Study characteristics
Methods Communities were randomised to a comprehensive intervention was an improved solid‐fuel stove, installation of a kitchen sink with running water, solar drinking water disinfection, education on hand‐washing, and separating animals from the kitchen environment.
Participants 534 children (267 in each group) in 51 communities (25 in intervention, 26 in control group). 250 children/households in the intervention group and 253 children/households in the control group were available for follow‐up. Conducted in a rural farming area
Interventions Environmental home‐based intervention package consisting of improved solid‐fuel stoves, kitchen sinks, solar disinfection of drinking water, and hygiene promotion. See Table 4 for details.
Outcomes Laboratory: Escherichia coli (not relevant to this review)

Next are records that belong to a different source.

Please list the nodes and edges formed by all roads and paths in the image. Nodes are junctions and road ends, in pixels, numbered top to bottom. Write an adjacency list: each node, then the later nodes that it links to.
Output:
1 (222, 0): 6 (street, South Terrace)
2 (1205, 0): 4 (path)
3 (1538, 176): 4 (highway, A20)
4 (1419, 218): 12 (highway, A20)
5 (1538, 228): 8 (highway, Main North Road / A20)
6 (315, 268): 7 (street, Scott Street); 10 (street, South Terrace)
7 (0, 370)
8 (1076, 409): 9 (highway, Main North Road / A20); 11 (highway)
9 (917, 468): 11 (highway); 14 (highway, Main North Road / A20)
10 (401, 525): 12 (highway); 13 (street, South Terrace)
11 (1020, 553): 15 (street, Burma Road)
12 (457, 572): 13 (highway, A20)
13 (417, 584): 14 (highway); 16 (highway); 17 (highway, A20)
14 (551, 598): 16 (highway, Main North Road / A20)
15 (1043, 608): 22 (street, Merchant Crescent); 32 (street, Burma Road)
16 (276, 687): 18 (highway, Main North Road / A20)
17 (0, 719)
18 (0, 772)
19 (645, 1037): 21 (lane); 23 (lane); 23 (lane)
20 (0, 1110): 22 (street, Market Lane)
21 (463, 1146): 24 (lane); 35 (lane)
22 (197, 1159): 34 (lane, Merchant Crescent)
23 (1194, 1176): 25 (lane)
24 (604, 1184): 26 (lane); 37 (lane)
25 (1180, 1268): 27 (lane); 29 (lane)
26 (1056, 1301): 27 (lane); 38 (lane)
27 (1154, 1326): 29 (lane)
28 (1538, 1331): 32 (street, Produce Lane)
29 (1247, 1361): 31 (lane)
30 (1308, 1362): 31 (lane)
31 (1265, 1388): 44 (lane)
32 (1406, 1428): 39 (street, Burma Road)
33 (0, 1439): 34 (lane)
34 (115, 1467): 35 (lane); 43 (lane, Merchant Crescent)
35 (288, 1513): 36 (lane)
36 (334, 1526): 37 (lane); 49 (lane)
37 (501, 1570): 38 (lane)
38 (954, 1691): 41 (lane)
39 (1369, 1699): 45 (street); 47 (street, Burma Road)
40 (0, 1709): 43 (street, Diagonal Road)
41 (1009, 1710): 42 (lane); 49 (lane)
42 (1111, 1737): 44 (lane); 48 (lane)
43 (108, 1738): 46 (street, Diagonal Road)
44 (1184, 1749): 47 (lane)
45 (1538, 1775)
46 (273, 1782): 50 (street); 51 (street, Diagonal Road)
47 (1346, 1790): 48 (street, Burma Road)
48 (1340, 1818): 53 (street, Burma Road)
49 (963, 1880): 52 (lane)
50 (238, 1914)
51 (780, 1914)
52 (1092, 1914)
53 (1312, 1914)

Effectiveness: weekly collection of daily diary data on illness. ARI was defined as child presenting cough or difficulty breathing, or both. ALRI was defined as child presenting cough or difficulty breathing, with a raised respiratory rate (> 50 per min in children aged 6 to 11 months and > 40 per min in children aged 12 months) on 2 consecutive measurements.
Safety: none described in methods and none reported
Notes The authors conclude that “combined home‐based environmental interventions slightly reduced childhood diarrhoea, but the confidence interval included unity. Effects on growth and respiratory outcomes were not observed, despite high user compliance of the interventions. The absent effect on respiratory health might be due to insufficient household air quality improvements of the improved stoves and additional time needed to achieve attitudinal and behaviour change when providing composite interventions”.
Well‐reported trial. Age of children not reported.
Funding: this work was supported by the UBS Optimus Foundation, Freiwillige Akademische Gesellschaft, Basel, Stiftung EmiliaGuggenheim‐Schnurr, Basel.
Conflict of interest: the authors have no conflicts of interest to declare.
Risk of bias
Bias Authors' judgement Support for judgement
Random sequence generation (selection bias) Unclear risk Covariate‐constrained randomisation is mentioned, but method not described.
Allocation concealment (selection bias) Unclear risk Method not mentioned
Blinding of participants and personnel (performance bias)
All outcomes High risk Unblinded
Blinding of outcome assessment (detection bias)
All outcomes High risk Data collected by field worker and recorded by parent. All would be aware of allocation.
Incomplete outcome data (attrition bias)
All outcomes Low risk Low attrition rate, reasons stated, balanced between groups.
Selective reporting (reporting bias) Low risk It is unlikely that other outcomes were measured but not reported.